Der US-Sänger präsentierte traurige Balladen und fröhlichen Rock 'n' Roll mit ganz viel perfekter Musikalität.

Hamburg. Er sieht aus wie ein Riese, ein Holzfäller vielleicht. Er singt wie ein Engel, mit einer Stimme aus Samt, die jeden elegischen Melodiebogen auskostet. Mit einschmeichelnden Worten, die auch die warm angezogenen Fans im Stadtpark in sanfte, melancholisch-fröhliche Sommerstimmung versetzt. James Taylor, König der Singer/Songwriter, seit 40 Jahren und mit 40 Millionen verkauften Platten im Geschäft, mit fünf Grammys und allen Ehrungen versehen, die das Popgeschäft kennt, gab am Donnerstagabend ein hinreißendes Konzert im Stadtpark, bei dem sogar das Wetter mitspielte.

Wer von den denjenigen, die heute im Alter 50+ sind, wäre nicht als junger Mann gerne so ein Typ wie James Taylor gewesen, mit Gitarre, langen Haaren und Liedern, die 90 (oder 100?) Prozent aller Mädchenherzen zum Schmelzen bringen? Und welche der Frauen hätte damals nicht davon geträumt, einen Freund zu haben, der so bittersüß und hingebungsvoll von der Liebe singen kann wie in "Don't Let Me Be Lonely Tonight" oder "Secret Of Life"? Aber hier gab's kein Treffen der Hippie-Generation, die sich vergewissern wollte, dass Taylors stark autobiografisch gefärbte Texte auch das Auf und Ab ihres eigenen Lebens beschreiben. Auch die jüngeren Fans zeigten sich am Ende hingerissen von Taylors Musikalität, seinem exzellenten Gitarrespiel, seinem zärtlichen Bariton und der witzigen, mit deutschen Brocken gemixten Conference - "wollen wir wirklich ein Lied wie 'Down In The Hole' hören? Das deprimiert doch nur" - und dem grandiosen Harmonieverständnis seiner Songs.

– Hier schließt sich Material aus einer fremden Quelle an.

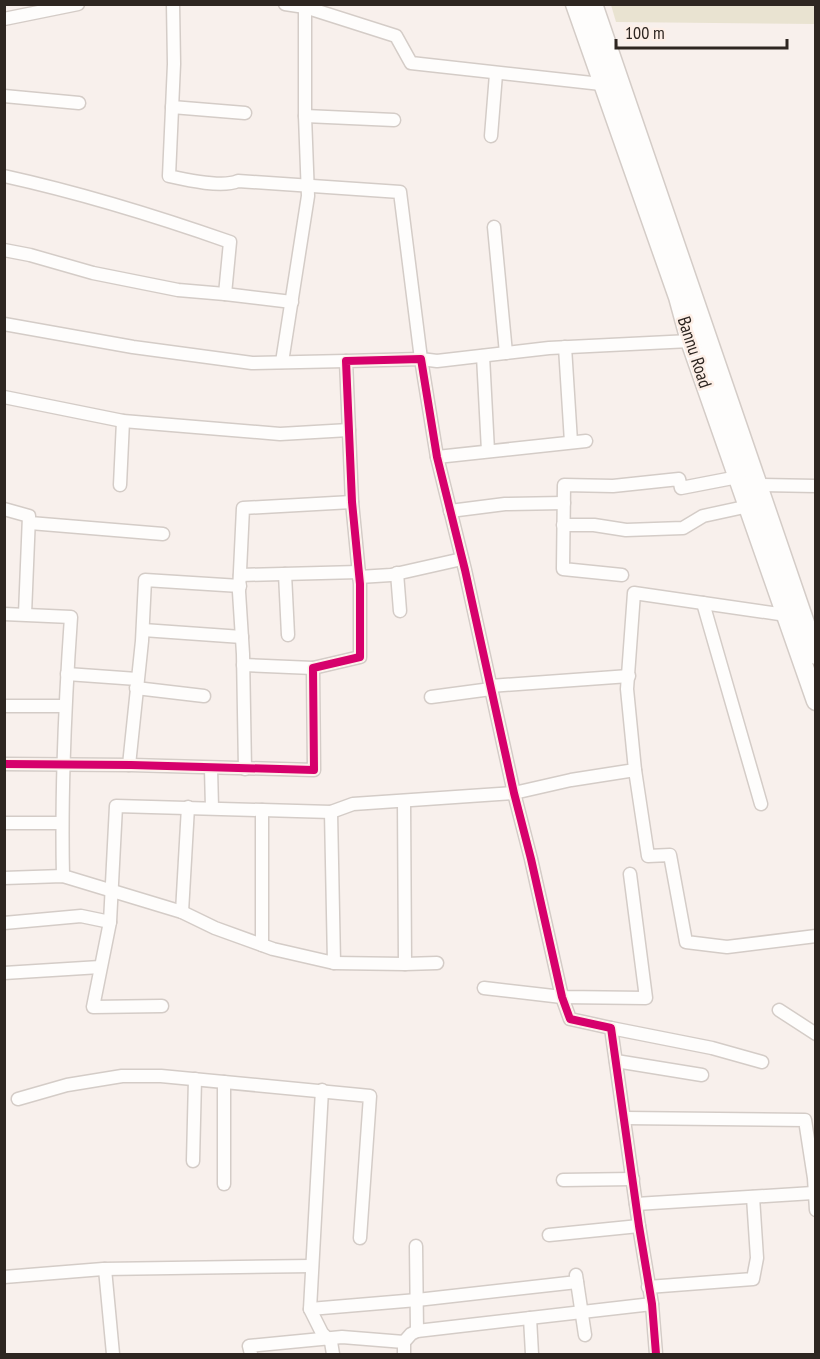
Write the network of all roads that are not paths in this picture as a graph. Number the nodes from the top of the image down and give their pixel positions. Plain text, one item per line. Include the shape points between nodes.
1 (173, 4) edge
2 (285, 4) edge
3 (575, 4) edge
4 (593, 4) edge
5 (72, 5) edge
6 (305, 6) edge
7 (4, 19) edge
8 (496, 74) junction
9 (601, 84) junction
10 (4, 96) edge
11 (79, 103) dead end
12 (172, 107) junction
13 (244, 113) dead end
14 (305, 116) junction
15 (394, 120) dead end
16 (491, 136) dead end
17 (4, 176) edge
18 (309, 186) junction
19 (494, 227) dead end
20 (4, 250) edge
21 (225, 294) junction
22 (292, 302) junction
23 (4, 324) edge
24 (690, 341) junction
25 (565, 347) junction
26 (506, 353) junction
27 (483, 356) junction
28 (421, 359) junction
29 (346, 361) junction
30 (282, 362) junction
31 (4, 397) edge
32 (123, 421) junction
33 (349, 430) junction
34 (586, 441) dead end
35 (571, 442) junction
36 (488, 451) junction
37 (437, 456) junction
38 (738, 477) junction
39 (120, 485) dead end
40 (756, 485) junction
41 (816, 486) edge
42 (352, 502) junction
43 (564, 503) junction
44 (748, 506) junction
45 (4, 509) edge
46 (450, 511) junction
47 (30, 523) junction
48 (563, 525) junction
49 (162, 534) dead end
50 (462, 559) junction
51 (397, 573) junction
52 (285, 574) junction
53 (359, 574) junction
54 (622, 575) dead end
55 (240, 581) junction
56 (703, 603) junction
57 (400, 611) dead end
58 (4, 614) edge
59 (25, 615) junction
60 (786, 615) junction
61 (143, 630) junction
62 (288, 635) dead end
63 (242, 637) junction
64 (816, 655) edge
65 (243, 665) junction
66 (313, 668) junction
67 (67, 675) junction
68 (629, 676) junction
69 (137, 683) junction
70 (491, 688) junction
71 (204, 696) dead end
72 (431, 697) dead end
73 (816, 700) edge
74 (4, 706) edge
75 (65, 706) junction
76 (4, 764) edge
77 (64, 764) junction
78 (129, 765) junction
79 (211, 768) junction
80 (245, 769) junction
81 (635, 770) junction
82 (514, 793) junction
83 (404, 801) junction
84 (761, 804) dead end
85 (188, 807) junction
86 (212, 808) junction
87 (262, 810) junction
88 (331, 812) junction
89 (4, 823) edge
90 (62, 823) junction
91 (630, 874) dead end
92 (63, 876) junction
93 (4, 878) edge
94 (112, 889) junction
95 (182, 912) junction
96 (4, 922) edge
97 (110, 922) junction
98 (816, 936) edge
99 (262, 945) junction
100 (334, 963) junction
101 (437, 963) dead end
102 (405, 964) junction
103 (100, 967) junction
104 (4, 974) edge
105 (484, 988) dead end
106 (562, 997) junction
107 (162, 1006) dead end
108 (779, 1010) dead end
109 (611, 1028) junction
110 (816, 1034) edge
111 (616, 1061) junction
112 (762, 1062) dead end
113 (702, 1075) dead end
114 (195, 1079) junction
115 (224, 1082) junction
116 (322, 1090) junction
117 (18, 1099) dead end
118 (625, 1118) junction
119 (193, 1161) dead end
120 (633, 1179) junction
121 (563, 1180) dead end
122 (224, 1184) dead end
123 (813, 1193) junction
124 (753, 1197) junction
125 (636, 1204) junction
126 (816, 1210) edge
127 (639, 1226) junction
128 (549, 1235) dead end
129 (360, 1238) dead end
130 (416, 1246) dead end
131 (312, 1266) junction
132 (105, 1269) junction
133 (4, 1277) edge
134 (648, 1287) junction
135 (417, 1300) junction
136 (652, 1304) junction
137 (310, 1309) junction
138 (582, 1312) junction
139 (530, 1318) junction
140 (417, 1331) junction
141 (585, 1335) dead end
142 (327, 1338) junction
143 (404, 1348) edge
144 (113, 1354) edge
145 (251, 1354) edge
146 (333, 1354) edge
147 (532, 1354) edge
148 (656, 1354) edge

1 - 12 street
2 - 6 street
3 - 9 highway, Bannu Road
4 - 40 highway, Bannu Road
5 - 7 street
6 - 8 street via 396,36 411,63
6 - 14 street
8 - 9 street
8 - 16 street
9 - 24 highway, Bannu Road via 678,297
10 - 11 street
12 - 13 street
12 - 18 street via 169,176 231,184 238,181
14 - 15 street
14 - 18 street
17 - 21 street via 149,214 230,242
18 - 22 street
18 - 28 street via 400,192
19 - 26 street
20 - 21 street via 178,290
21 - 22 street
22 - 30 street
23 - 30 street via 133,347 252,363
24 - 25 street
24 - 38 highway, Bannu Road
25 - 26 street
25 - 35 street
26 - 27 street
27 - 28 street
27 - 36 street
28 - 29 street
28 - 37 street
29 - 30 street
29 - 33 street
31 - 32 street
32 - 33 street via 280,434
32 - 39 street
33 - 42 street
34 - 35 street
35 - 36 street
36 - 37 street
37 - 46 street
38 - 43 street via 681,488 679,479 613,486 564,485
38 - 44 highway, Bannu Road
40 - 41 street
40 - 64 highway, Bannu Road
42 - 53 street
42 - 55 street via 243,508
43 - 46 street via 505,504
43 - 48 street
44 - 48 street via 703,516 683,528 626,530
44 - 60 highway, Bannu Road
45 - 47 street via 29,516
46 - 50 street
47 - 49 street
47 - 59 street
48 - 54 street via 562,569
50 - 51 street
50 - 70 street
51 - 53 street
51 - 57 street
52 - 53 street
52 - 55 street
52 - 62 street
53 - 66 street via 360,657
55 - 61 street via 145,580
55 - 63 street
56 - 60 street
56 - 68 street via 634,593
56 - 84 street
58 - 59 street
59 - 67 street via 70,617
60 - 73 highway, Bannu Road
61 - 63 street
61 - 69 street
63 - 65 street
65 - 66 street
65 - 80 street
66 - 80 street via 314,770
67 - 69 street
67 - 75 street
68 - 70 street
68 - 81 street
69 - 71 street
69 - 78 street
70 - 72 street
70 - 82 street
74 - 75 street
75 - 77 street
76 - 77 street
77 - 78 street
77 - 90 street
78 - 79 street
79 - 80 street
79 - 86 street
81 - 82 street
81 - 98 street via 648,856 670,855 686,942 727,947
82 - 83 street
82 - 106 street
83 - 88 street via 353,804
83 - 102 street
85 - 86 street
85 - 94 street via 116,806
85 - 95 street
86 - 87 street
87 - 88 street
87 - 99 street
88 - 100 street
89 - 90 street
90 - 92 street
91 - 106 street via 646,998
92 - 93 street
92 - 94 street
94 - 95 street
94 - 97 street
95 - 99 street
96 - 97 street via 81,916
97 - 103 street
99 - 100 street
100 - 102 street
101 - 102 street
103 - 104 street
103 - 107 street via 93,1007
105 - 106 street
106 - 109 street via 570,1019
108 - 110 street
109 - 111 street
109 - 112 street
111 - 113 street
111 - 118 street
114 - 115 street
114 - 117 street via 122,1076 67,1085
114 - 119 street
115 - 116 street
115 - 122 street
116 - 129 street via 370,1095
116 - 131 street
118 - 120 street
118 - 123 street via 805,1120
120 - 121 street
120 - 125 street
123 - 124 street
123 - 126 street
124 - 125 street
124 - 134 street via 757,1258 753,1279
125 - 127 street
127 - 128 street
127 - 134 street
130 - 135 street
131 - 132 street
131 - 137 street
132 - 133 street
132 - 144 street
134 - 136 street
135 - 137 street
135 - 138 street via 577,1278
135 - 140 street
136 - 138 street
136 - 148 street
137 - 142 street
138 - 139 street
138 - 141 street
139 - 140 street
139 - 147 street
140 - 143 street
142 - 143 street
142 - 145 street via 249,1346
142 - 146 street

Zu Beginn ging's allerdings etwas schwerblütig los. Zu Country-lastig war der erste Teil. Außer "Country Road" (noch mal Country) und "Everyday" spielte Taylor kaum Eigenes. Zumal noch Coverversionen, etwa von den Temptations und Glen Campbell, dazukamen. Wer auf "Handy Man" gewartet hatte, guckte in die Wolken, aus denen es glücklicherweise kein bisschen regnete. Doch mit "You've Got A Friend" gefolgt von "Mexico" brach dann echte Begeisterung aus. Fast kindlich wirkte die Freude Taylors, wenn er sich erlaubte, den Rockmusiker zu geben, er hüpfte, wechselte von der akustischen zur E-Gitarre. Aus dem Musiker, der in jungen Jahren schwere Drogenprobleme hatte, der so traurig-liebkosend von schmerzhaften Reisen in sein Inneres erzählte, dass jeder Hörer sich getroffen fühlte, ist inzwischen ein heiterer Musiker mit verloren gegangener Haarpracht geworden, der jetzt auch so aussieht wie der Arztsohn, der er immer gewesen ist. Frisch und mit der Zuverlässigkeit einer Jukebox perlte er einige seiner größten Hits raus, "Steamroller", "Shower The People", "Smiling Face" "How Sweet It Is" und "Walking Man". Begleitet wurde er unter anderem von seinen langjährigen Musikern Steve Gadd (Schlagzeug), Larry Goldings (Keyboard), Jimmy Johnson (Bass) und Michael Landau (Gitarre) sowie dem virtuosen Background-Sänger Arnold McCuller.

"Sweet Baby James" und "Fire and Rain", die 1969 Taylors Karriere begründeten, die ihn aufs Cover von "Time Magazin" brachten, sang er so heiter und entspannt, als hätte er sie eben erst erfunden. Die dunklen Phasen seines Lebens, die er für seine Fans in seinen Liedern lebendig werden ließ, als hätten sie sie selbst erlebt, scheinen nur noch eine wehe Erinnerung. Übrig geblieben ist der Musiker mit unzerstörbar gutem Kern, der die schlichte Schönheit des Alltags preist. Wie schön, mitreißend und virtuos er das kann.

Elegant und höflich verabschiedete er sich und sprang dann von der Bühne ins Publikum, um eine halbe Stunde Autogramme zu geben und zu plaudern. Wie gut, dass man an "Baby James" so nah dran sein wollte. Da konnte man hören, wie er sagte, dass er bald wieder kommen will nach Hamburg. Und zwar mit Carole King.